As some endure post-election anxiety, new U.S. citizens in St. Louis are full of hope
While much of the nation remains at odds over the results of the November elections, some people are feeling more optimistic for the future than ever. Newly naturalized U.S. citizens in the St. Louis region are excited to be a part of the country, and many are raring to vote.
At a naturalization ceremony held last week at the International Institute of St. Louis, 39 people from 24 different countries stood together in front of a crowded room for the first time as new citizens.
Among them was Lenilson Pereira Dos Santos Coutinho, a clinical medial physicist who was born in Brazil. Coutinho, who came to the United States for graduate school, laments not being able to vote on Nov. 8. Now that he’s a citizen, he can’t wait for future elections.
“I’m [an] optimistic person, so I do not necessarily like the results but I believe that the democratic process in America is strong enough to guarantee that we’re going to have a good future.”
By the end of the year, St. Louis will have hosted 43 naturalization ceremonies, with at least another 35 planned for next year. The region hosts at least three a month for about 150 new citizens, said Jeanne Kadane, human resources coordinator for the U.S. District Court for the Eastern District of Missouri.
“It would be far more if we were in a place like New York or Chicago,” said Kadane, who helps organize the ceremonies. “But it’s quite a few more than people might think.”
Coutinho isn’t the only new citizen in good spirits. Others who joined him in the ceremony are thrilled to be in the United States, even after a campaign season rife with anti-immigrant rhetoric, from local to federal races.
The region’s newest citizens include Annie Martin, a native of the Netherlands who came to the country in 1969 after marrying an American from Buffalo, New York.
“It makes you feel more a part of everything really, you know?” Martin said. “I was always over the years a part, but now it’s really a direct feeling. Now I’m really an American citizen. Before, there was still a little bit of Dutch — it always will be there but still, you know what I mean, it’s more direct.”

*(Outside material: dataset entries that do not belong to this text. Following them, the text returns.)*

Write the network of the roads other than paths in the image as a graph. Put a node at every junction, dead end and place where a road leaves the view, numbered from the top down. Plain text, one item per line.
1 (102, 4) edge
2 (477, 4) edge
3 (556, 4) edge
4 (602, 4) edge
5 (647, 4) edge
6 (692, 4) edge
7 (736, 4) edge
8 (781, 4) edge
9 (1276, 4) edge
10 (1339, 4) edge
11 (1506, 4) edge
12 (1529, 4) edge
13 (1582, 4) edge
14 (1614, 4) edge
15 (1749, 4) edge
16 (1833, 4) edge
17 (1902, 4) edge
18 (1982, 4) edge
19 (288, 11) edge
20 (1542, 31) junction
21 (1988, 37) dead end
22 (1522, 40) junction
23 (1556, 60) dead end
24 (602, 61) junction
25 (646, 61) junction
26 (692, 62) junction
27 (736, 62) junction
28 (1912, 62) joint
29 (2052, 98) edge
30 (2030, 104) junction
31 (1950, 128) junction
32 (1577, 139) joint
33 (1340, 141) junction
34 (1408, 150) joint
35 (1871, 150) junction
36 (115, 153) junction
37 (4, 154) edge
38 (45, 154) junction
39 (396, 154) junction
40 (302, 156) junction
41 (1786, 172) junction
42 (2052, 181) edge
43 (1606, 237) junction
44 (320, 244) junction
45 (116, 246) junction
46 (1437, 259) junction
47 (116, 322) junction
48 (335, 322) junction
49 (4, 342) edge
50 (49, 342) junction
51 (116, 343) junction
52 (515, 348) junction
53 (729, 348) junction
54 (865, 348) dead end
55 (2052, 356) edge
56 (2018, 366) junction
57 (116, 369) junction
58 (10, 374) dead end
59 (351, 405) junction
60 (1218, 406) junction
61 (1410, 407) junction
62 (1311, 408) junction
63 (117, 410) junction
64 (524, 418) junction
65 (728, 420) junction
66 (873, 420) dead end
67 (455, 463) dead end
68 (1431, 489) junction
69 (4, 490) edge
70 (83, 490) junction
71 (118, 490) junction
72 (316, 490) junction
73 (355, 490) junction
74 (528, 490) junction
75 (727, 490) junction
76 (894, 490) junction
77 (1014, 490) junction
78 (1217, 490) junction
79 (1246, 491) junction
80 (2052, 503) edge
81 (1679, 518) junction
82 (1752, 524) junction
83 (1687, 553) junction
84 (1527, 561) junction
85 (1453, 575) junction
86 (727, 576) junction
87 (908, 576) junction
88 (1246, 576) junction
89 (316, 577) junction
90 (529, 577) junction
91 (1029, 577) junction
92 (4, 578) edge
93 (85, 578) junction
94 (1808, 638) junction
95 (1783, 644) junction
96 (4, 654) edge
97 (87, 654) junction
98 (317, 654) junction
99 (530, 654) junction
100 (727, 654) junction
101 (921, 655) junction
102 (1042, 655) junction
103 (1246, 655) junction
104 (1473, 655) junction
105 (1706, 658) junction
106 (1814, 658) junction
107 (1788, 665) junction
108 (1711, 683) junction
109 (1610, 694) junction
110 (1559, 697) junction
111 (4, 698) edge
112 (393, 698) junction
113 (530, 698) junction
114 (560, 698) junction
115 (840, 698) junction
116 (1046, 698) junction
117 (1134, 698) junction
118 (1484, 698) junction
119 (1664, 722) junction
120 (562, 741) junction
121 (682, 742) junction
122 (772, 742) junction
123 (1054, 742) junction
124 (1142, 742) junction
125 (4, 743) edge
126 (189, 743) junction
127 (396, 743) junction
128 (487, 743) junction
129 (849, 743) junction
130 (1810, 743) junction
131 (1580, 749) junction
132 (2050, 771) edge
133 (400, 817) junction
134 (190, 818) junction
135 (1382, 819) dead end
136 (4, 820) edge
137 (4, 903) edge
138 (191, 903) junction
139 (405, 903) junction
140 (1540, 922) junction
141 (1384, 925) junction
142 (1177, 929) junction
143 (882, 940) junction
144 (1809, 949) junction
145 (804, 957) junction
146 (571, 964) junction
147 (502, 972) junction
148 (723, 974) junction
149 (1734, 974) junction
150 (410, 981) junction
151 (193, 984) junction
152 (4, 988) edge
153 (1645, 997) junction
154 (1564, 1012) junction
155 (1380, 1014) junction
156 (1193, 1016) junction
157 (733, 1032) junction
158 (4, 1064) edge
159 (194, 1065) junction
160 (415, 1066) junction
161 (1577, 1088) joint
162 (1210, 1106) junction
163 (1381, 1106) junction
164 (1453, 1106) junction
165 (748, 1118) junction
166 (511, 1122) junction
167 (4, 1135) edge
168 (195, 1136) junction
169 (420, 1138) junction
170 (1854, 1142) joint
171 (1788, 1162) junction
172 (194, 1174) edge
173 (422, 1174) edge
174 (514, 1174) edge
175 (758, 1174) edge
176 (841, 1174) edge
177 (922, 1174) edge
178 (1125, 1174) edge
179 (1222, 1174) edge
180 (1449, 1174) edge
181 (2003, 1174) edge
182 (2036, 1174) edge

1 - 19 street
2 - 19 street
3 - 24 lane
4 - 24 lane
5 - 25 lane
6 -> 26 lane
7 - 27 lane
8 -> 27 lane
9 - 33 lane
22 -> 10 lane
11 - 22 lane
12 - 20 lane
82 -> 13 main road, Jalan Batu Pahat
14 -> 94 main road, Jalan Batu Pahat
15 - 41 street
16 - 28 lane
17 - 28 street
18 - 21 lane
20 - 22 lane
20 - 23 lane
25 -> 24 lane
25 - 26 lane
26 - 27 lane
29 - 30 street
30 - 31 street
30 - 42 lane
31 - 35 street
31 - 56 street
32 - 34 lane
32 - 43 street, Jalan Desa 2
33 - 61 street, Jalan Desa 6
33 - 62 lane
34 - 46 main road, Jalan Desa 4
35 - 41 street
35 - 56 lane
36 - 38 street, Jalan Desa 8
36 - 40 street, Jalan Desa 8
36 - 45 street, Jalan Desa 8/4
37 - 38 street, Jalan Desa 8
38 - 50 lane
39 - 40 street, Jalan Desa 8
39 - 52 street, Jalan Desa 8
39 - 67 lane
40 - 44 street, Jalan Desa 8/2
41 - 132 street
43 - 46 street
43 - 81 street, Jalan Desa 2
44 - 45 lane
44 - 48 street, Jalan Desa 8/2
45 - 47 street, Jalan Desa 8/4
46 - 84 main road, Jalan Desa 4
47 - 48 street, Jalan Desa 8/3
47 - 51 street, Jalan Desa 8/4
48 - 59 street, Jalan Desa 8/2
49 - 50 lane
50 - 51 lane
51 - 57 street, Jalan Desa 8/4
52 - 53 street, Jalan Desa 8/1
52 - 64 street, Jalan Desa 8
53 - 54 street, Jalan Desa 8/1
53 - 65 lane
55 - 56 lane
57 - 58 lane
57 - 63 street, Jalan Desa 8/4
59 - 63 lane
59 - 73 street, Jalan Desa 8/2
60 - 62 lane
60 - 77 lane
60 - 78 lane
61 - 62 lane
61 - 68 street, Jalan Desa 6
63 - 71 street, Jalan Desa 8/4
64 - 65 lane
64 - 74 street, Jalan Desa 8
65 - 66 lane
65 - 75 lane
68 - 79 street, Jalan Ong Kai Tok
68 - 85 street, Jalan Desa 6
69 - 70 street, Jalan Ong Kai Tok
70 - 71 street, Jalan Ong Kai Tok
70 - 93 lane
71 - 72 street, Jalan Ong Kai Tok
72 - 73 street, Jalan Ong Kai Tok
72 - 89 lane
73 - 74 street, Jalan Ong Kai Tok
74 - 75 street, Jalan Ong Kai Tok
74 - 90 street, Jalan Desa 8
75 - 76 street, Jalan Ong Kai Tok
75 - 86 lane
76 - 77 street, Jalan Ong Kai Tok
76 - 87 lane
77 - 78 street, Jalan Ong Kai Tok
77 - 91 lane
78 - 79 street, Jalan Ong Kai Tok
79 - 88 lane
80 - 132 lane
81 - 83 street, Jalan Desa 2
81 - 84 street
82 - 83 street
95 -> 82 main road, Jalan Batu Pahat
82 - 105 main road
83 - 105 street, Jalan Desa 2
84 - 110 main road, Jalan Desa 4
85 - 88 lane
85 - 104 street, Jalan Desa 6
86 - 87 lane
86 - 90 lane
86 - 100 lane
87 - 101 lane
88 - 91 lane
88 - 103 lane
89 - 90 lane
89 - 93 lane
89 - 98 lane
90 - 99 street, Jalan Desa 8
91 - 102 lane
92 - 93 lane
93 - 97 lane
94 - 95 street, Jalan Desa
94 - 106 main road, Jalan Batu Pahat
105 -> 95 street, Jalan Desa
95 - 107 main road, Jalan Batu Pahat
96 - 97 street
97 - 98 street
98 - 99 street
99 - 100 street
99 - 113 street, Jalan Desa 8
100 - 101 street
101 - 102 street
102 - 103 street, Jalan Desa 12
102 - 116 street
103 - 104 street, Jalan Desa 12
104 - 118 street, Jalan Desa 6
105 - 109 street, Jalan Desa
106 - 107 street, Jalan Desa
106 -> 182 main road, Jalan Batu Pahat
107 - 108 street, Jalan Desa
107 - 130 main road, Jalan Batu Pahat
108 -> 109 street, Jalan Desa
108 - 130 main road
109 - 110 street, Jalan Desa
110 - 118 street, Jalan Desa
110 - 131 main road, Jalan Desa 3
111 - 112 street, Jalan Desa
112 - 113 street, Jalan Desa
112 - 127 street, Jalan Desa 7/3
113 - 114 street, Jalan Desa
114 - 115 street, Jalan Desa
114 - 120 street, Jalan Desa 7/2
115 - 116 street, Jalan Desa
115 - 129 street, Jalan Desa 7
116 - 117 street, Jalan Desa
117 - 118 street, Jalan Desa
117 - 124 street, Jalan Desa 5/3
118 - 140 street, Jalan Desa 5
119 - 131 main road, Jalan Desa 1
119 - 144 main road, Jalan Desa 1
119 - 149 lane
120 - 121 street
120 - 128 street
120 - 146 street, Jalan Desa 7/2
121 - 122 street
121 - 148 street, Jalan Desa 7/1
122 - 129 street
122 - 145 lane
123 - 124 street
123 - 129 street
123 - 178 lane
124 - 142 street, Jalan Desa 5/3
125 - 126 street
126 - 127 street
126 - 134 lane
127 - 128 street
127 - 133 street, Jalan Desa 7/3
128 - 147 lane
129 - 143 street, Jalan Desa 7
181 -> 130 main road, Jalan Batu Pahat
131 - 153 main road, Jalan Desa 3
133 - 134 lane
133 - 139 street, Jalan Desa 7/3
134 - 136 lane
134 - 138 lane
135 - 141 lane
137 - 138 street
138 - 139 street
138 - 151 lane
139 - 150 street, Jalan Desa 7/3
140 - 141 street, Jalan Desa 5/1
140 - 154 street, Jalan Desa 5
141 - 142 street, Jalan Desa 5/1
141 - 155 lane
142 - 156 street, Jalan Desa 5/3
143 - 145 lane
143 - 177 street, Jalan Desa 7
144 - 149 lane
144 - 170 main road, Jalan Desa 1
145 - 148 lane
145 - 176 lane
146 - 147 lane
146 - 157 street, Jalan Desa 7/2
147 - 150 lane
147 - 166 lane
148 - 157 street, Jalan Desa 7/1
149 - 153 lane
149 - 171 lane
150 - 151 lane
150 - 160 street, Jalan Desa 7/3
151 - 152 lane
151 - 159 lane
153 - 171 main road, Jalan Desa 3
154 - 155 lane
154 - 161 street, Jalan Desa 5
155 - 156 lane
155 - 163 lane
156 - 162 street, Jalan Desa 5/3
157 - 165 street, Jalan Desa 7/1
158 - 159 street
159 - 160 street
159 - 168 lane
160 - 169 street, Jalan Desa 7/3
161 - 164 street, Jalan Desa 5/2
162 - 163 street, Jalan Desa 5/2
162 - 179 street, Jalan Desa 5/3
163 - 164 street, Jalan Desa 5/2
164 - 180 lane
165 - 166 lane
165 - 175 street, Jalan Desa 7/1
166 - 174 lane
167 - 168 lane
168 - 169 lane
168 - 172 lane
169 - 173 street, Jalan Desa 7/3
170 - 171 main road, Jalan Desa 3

At a time when many people are still overwhelmed by a divisive presidential contest and the ongoing debates over the nation’s future, Martin prefers to dwell on the positive, including her new right to vote — her primary motivation for becoming a citizen. When the League of Women Voters was registering new voters after the ceremony, Martin was the first in line.
Longtime U.S. residents Dinko and Sara Saric, born in Bosnia, took their oath of allegiance to the United States on the same day. Dinko Saric acknowledges the post-election anxiety in some immigrant communities, but he doesn’t feel it, especially as a new citizen.
“More people I think are trying to become citizens because they’re afraid of being deported or something. But a lot of people, they point to the worst thing right away,” said Saric, a salesman in the fruit and vegetable industry. “At the end of the day, we all gotta wake up and go to work every day, do what we’re doing, till something happens, then you figure it out.”